_How to complete this task_: Go over the lines below, and when one contains the word "leaves", copy it.

Information given section start

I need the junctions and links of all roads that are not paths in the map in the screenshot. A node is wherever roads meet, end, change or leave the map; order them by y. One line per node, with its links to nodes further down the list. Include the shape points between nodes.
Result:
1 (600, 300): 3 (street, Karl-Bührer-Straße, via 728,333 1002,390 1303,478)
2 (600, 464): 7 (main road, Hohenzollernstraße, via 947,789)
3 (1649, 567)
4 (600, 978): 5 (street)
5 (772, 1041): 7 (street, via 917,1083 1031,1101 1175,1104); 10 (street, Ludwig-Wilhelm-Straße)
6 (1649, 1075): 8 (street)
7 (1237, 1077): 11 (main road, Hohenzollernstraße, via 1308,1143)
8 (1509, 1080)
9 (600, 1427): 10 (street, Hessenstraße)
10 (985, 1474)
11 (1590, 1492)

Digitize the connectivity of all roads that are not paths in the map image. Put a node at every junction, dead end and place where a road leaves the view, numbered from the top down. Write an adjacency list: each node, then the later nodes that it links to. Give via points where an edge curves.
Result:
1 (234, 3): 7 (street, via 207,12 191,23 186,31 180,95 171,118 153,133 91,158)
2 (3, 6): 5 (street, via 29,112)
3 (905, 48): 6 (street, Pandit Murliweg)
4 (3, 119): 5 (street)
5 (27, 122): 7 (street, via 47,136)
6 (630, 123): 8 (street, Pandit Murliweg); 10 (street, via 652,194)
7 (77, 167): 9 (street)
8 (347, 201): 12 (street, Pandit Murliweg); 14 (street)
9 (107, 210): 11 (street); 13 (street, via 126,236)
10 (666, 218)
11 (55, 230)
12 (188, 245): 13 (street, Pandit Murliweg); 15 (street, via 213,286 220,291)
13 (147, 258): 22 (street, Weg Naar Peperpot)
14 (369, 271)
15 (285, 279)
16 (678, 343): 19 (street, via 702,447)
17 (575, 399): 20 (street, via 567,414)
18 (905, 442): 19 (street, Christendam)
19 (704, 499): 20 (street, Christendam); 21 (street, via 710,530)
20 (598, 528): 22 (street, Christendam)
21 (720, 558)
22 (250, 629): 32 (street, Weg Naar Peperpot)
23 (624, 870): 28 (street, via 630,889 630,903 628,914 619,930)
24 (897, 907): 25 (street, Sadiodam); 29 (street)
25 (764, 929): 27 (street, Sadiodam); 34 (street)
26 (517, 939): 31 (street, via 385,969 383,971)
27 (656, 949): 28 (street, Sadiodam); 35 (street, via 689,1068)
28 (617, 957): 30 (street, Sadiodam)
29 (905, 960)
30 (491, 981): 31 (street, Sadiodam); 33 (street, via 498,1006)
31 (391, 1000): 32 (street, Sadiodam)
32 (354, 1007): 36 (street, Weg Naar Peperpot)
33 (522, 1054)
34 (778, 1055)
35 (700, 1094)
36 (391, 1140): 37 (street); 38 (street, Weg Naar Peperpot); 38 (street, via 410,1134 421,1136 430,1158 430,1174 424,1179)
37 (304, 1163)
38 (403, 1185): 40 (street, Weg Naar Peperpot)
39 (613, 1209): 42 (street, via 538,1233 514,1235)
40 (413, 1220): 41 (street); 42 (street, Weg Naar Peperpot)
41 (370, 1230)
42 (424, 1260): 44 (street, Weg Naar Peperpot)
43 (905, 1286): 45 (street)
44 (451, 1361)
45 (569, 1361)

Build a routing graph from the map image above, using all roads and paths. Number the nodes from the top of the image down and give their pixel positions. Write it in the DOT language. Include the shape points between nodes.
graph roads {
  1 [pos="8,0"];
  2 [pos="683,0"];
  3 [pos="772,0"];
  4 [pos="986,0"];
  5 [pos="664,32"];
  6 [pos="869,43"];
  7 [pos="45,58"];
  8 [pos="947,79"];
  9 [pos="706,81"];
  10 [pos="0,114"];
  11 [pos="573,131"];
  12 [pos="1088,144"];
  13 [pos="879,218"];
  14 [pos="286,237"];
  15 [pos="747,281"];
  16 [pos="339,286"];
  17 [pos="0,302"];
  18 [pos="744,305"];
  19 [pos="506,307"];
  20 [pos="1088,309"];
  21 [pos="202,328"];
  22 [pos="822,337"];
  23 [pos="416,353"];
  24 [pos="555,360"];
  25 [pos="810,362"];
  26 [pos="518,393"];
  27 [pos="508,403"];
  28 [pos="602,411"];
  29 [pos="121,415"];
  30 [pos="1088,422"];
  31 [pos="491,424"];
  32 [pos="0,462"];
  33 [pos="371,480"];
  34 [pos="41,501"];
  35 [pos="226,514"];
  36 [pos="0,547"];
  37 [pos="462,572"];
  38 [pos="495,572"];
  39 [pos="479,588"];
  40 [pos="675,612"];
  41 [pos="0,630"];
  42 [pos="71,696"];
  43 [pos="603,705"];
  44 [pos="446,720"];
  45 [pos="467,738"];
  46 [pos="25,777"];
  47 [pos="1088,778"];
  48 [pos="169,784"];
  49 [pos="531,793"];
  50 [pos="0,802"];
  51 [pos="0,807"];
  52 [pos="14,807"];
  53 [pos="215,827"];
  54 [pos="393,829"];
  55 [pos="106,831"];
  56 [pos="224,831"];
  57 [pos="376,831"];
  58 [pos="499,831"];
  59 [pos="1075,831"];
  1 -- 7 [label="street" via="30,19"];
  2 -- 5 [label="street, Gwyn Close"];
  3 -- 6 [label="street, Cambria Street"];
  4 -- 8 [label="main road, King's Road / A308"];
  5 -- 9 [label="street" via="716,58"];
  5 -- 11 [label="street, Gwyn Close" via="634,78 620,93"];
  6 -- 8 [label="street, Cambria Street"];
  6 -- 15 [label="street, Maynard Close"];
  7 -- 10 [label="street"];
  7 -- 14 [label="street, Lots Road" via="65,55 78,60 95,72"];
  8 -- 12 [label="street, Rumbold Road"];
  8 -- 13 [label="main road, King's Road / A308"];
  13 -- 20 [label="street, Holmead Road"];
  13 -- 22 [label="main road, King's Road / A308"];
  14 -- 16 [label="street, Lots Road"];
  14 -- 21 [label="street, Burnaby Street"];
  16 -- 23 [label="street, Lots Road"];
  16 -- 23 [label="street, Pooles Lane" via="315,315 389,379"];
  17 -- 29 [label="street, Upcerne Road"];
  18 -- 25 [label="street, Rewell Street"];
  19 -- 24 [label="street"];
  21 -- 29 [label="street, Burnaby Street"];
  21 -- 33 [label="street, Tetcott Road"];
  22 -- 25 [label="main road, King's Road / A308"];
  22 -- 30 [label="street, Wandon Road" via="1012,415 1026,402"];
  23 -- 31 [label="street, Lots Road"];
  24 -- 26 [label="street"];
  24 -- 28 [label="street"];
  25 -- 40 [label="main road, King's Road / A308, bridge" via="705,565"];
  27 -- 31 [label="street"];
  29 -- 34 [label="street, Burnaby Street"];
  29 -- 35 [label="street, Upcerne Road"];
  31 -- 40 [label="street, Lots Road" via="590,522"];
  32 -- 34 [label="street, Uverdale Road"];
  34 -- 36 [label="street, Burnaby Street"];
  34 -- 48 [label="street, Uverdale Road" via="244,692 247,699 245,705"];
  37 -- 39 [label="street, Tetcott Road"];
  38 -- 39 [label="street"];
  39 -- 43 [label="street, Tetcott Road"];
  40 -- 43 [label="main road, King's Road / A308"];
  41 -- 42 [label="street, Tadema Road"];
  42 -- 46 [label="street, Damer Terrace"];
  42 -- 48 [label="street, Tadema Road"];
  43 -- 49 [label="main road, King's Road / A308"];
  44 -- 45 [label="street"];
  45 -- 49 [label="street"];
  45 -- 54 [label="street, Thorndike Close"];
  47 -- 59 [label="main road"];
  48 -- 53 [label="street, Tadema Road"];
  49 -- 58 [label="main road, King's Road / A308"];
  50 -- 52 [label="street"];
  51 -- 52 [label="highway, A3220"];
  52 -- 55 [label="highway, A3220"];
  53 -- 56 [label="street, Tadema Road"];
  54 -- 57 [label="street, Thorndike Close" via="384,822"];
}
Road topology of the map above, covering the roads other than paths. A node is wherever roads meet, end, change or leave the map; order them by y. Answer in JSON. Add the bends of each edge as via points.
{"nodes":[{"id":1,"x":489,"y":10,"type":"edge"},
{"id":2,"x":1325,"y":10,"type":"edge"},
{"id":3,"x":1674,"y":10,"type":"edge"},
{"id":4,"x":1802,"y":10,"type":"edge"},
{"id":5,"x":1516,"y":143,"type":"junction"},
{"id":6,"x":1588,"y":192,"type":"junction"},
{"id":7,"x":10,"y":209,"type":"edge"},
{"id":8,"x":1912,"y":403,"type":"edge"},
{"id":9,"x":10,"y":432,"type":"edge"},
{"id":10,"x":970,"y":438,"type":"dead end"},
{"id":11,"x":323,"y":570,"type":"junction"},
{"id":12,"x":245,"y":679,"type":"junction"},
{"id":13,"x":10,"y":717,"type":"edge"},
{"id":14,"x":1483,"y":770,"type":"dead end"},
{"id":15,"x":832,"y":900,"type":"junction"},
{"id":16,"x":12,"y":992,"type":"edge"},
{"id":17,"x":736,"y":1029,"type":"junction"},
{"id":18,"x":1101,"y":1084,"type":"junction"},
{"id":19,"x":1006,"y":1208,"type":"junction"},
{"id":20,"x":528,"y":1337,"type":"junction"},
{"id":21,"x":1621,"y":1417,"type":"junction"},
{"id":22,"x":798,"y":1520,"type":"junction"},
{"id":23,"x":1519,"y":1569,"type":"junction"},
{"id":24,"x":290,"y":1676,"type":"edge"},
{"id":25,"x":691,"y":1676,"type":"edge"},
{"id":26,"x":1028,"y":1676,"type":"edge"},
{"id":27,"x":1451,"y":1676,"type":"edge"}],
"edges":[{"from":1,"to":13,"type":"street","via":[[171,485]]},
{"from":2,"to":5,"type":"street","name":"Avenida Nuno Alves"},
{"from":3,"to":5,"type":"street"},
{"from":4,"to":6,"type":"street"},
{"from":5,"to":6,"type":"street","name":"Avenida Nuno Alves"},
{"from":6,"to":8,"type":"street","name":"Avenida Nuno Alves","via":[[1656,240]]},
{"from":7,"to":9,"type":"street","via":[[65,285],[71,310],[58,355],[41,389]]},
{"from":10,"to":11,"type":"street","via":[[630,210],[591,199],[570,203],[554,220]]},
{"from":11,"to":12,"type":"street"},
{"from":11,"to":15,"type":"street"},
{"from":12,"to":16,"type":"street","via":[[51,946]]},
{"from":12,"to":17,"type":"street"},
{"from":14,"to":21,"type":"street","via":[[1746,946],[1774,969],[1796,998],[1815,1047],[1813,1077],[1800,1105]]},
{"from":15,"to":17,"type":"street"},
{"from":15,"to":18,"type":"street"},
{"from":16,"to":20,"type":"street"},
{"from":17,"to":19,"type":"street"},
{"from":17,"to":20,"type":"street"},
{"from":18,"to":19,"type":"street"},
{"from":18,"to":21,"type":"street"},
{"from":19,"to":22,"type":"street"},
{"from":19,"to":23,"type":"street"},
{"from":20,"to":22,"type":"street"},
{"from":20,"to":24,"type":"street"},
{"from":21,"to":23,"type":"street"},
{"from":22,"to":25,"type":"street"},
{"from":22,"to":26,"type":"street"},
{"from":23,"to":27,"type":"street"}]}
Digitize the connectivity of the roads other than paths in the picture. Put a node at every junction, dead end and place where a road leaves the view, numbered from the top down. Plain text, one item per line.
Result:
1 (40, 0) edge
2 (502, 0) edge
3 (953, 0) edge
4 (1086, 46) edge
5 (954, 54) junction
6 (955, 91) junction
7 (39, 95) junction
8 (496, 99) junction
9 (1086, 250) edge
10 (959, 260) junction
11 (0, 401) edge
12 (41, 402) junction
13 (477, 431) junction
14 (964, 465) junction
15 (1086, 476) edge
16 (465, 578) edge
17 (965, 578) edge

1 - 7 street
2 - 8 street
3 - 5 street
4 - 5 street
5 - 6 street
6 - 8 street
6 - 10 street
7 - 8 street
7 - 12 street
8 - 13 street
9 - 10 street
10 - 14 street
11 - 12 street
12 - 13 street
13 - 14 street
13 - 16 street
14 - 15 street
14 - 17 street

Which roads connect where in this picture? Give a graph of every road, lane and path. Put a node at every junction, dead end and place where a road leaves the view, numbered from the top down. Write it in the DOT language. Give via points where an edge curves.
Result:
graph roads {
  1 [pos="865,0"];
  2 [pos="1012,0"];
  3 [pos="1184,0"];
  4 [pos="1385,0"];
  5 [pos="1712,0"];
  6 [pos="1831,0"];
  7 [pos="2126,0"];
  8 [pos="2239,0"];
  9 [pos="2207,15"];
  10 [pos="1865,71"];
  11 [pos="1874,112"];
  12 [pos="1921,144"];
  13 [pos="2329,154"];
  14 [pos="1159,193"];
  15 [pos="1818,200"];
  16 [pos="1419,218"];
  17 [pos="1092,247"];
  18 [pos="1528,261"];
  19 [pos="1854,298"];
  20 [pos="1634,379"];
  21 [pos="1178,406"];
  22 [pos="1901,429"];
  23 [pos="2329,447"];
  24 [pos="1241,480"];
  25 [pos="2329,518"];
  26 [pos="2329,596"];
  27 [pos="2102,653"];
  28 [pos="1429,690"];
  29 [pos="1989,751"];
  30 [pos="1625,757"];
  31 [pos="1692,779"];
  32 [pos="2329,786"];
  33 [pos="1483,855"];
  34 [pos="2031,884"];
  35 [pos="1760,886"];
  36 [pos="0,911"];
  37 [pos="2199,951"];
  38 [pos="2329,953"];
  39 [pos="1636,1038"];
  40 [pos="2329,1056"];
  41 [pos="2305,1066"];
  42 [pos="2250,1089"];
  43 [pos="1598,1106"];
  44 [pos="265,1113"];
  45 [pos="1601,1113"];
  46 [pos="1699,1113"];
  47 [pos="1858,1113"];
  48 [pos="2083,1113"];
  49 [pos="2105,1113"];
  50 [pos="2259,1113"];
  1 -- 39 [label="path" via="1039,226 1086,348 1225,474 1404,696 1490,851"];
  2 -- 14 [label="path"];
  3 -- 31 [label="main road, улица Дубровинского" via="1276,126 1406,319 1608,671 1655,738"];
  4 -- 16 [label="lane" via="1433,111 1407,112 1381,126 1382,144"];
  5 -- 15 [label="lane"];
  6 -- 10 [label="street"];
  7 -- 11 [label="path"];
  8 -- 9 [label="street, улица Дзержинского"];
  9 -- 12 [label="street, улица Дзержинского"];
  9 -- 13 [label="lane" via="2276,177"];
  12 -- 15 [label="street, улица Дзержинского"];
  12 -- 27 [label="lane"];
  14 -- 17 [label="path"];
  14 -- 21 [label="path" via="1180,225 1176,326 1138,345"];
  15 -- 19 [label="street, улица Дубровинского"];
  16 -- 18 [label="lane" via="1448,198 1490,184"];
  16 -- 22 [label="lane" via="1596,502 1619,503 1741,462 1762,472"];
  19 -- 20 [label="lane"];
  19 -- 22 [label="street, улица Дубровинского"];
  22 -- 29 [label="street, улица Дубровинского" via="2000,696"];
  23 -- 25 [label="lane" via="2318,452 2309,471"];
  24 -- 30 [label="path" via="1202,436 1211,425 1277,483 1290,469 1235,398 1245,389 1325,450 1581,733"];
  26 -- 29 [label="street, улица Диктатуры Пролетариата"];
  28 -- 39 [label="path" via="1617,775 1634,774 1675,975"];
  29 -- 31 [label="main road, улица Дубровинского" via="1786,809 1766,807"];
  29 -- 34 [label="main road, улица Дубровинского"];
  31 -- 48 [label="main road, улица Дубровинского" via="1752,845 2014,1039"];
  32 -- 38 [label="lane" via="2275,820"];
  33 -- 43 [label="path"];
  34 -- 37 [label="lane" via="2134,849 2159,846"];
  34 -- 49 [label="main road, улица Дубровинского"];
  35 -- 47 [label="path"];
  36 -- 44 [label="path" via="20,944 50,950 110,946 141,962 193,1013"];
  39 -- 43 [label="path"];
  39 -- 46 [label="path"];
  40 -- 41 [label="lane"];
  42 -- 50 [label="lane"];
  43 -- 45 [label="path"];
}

Information given section end

_Response to this exercise_:
Digitize the connectivity of all roads that are not paths in the map image. Put a node at every junction, dead end and place where a road leaves the view, numbered from the top down. Write an adjacency list: each node, then the later nodes that it links to. Give via points where an edge curves.
Digitize the connectivity of the roads other than paths in the picture. Put a node at every junction, dead end and place where a road leaves the view, numbered from the top down. Plain text, one item per line.
Which roads connect where in this picture? Give a graph of every road, lane and path. Put a node at every junction, dead end and place where a road leaves the view, numbered from the top down. Write it in the DOT language. Give via points where an edge curves.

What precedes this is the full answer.